IEEE 1451 is a set of smart transducer interface standards developed by the Institute of Electrical and Electronics Engineers (IEEE) Instrumentation and Measurement Society's Sensor Technology Technical Committee describing a set of open, but paywalled, common, network-independent communication interfaces for connecting transducers (sensors or actuators) to microprocessors, instrumentation systems, and control/field networks. One of the key elements of these standards is the definition of Transducer electronic data sheets (TEDS) for each transducer. The TEDS is a memory device attached to the transducer, which stores transducer identification, calibration, correction data, and manufacturer-related information. The goal of the IEEE 1451 family of standards is to allow the access of transducer data through a common set of interfaces whether the transducers are connected to systems or networks via a wired or wireless means.
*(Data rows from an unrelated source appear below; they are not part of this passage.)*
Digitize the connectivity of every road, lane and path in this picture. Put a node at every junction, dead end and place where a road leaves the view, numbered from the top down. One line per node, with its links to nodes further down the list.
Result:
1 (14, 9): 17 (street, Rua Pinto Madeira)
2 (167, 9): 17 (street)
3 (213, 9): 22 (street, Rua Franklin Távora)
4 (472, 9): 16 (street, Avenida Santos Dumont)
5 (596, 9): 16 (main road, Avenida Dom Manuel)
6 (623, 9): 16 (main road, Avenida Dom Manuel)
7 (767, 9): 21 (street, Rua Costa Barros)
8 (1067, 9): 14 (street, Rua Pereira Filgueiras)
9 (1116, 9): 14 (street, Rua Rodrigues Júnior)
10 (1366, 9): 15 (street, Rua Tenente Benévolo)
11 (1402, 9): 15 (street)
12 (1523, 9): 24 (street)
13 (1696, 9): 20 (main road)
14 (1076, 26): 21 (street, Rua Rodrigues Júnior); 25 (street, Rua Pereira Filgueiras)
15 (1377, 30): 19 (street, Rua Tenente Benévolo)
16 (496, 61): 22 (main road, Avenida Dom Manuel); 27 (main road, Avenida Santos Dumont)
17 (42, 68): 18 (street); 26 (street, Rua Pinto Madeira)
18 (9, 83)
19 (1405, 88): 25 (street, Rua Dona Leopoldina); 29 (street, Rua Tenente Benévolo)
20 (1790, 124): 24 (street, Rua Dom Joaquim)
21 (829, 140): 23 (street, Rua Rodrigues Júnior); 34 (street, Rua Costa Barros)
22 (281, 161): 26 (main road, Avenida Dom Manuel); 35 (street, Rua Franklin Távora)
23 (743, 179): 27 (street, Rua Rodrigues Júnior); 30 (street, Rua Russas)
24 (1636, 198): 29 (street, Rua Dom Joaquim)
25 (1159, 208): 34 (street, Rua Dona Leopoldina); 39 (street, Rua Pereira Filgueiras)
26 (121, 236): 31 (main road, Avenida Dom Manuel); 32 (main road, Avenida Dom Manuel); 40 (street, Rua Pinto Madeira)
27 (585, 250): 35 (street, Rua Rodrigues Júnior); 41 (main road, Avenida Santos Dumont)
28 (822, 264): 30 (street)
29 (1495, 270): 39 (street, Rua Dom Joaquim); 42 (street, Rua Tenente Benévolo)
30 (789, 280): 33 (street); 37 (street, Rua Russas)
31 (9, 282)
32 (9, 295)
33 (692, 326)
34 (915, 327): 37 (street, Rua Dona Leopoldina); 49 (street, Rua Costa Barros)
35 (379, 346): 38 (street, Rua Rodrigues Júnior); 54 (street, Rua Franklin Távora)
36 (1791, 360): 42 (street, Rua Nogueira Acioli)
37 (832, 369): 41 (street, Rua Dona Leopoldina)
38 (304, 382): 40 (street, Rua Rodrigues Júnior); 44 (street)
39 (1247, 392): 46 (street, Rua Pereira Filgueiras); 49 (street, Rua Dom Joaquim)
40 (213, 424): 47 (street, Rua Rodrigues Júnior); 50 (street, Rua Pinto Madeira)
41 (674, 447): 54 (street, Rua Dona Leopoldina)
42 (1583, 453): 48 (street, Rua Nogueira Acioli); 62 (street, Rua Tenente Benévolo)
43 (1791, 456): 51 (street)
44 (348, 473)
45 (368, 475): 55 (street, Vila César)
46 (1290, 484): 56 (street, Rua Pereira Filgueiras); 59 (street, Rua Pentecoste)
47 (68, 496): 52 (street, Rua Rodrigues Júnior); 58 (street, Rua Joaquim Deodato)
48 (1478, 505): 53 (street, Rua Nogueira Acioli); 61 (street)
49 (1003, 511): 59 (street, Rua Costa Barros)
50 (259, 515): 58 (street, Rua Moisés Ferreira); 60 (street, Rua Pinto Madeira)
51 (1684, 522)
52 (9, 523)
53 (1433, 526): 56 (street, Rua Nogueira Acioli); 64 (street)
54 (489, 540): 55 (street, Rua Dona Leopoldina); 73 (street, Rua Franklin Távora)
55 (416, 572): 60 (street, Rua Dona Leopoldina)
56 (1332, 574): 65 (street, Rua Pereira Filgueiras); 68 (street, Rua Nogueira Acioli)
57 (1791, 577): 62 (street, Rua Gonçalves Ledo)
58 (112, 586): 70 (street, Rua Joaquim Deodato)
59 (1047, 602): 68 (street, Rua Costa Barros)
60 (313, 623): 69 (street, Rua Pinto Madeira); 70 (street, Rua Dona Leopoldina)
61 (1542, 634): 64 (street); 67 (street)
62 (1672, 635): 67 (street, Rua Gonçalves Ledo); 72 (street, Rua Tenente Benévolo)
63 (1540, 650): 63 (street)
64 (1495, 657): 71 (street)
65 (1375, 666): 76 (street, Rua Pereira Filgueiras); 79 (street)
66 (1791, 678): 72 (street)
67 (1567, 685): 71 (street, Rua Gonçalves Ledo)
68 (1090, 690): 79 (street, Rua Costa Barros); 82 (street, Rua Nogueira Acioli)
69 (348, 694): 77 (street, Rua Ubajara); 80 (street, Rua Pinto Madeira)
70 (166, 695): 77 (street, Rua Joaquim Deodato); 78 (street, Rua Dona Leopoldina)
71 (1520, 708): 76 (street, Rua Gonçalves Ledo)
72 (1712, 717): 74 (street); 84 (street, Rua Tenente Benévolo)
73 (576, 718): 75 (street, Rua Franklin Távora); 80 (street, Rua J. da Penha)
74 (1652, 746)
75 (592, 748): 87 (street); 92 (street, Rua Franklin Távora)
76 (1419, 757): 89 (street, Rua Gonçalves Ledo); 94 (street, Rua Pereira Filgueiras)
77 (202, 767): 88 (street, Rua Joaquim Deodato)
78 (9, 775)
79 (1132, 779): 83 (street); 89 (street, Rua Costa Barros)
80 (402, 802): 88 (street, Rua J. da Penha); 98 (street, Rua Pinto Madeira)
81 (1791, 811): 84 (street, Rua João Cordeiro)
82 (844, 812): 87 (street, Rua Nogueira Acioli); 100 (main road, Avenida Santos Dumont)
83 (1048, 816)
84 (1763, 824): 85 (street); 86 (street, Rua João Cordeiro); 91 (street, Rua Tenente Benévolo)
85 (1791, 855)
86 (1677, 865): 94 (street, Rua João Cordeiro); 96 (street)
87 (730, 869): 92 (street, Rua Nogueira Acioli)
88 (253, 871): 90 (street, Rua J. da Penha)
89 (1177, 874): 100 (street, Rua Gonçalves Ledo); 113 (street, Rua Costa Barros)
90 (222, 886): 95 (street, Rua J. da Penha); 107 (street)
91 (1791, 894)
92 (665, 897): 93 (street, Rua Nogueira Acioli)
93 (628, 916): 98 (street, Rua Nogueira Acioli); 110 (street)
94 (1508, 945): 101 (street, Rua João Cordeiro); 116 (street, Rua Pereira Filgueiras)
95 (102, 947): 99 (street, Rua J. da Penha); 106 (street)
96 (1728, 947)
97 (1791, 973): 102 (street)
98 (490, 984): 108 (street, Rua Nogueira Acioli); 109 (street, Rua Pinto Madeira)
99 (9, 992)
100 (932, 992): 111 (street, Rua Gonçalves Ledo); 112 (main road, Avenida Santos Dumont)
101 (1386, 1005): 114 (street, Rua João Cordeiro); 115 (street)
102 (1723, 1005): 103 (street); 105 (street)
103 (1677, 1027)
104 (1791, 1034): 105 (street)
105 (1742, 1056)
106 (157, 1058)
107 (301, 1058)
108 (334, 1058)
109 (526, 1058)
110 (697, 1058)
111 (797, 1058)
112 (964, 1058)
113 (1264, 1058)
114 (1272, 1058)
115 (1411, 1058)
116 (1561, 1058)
== Transducer electronic data sheet ==

A transducer electronic data sheet (TEDS) is a standardized method of storing transducer (sensors or actuators) identification, calibration, correction data, and manufacturer-related information. TEDS formats are defined in the IEEE 1451 set of smart transducer interface standards developed by the IEEE Instrumentation and Measurement Society's Sensor Technology Technical Committee that describe a set of open, common, network-independent communication interfaces for connecting transducers to microprocessors, instrumentation systems, and control/field networks.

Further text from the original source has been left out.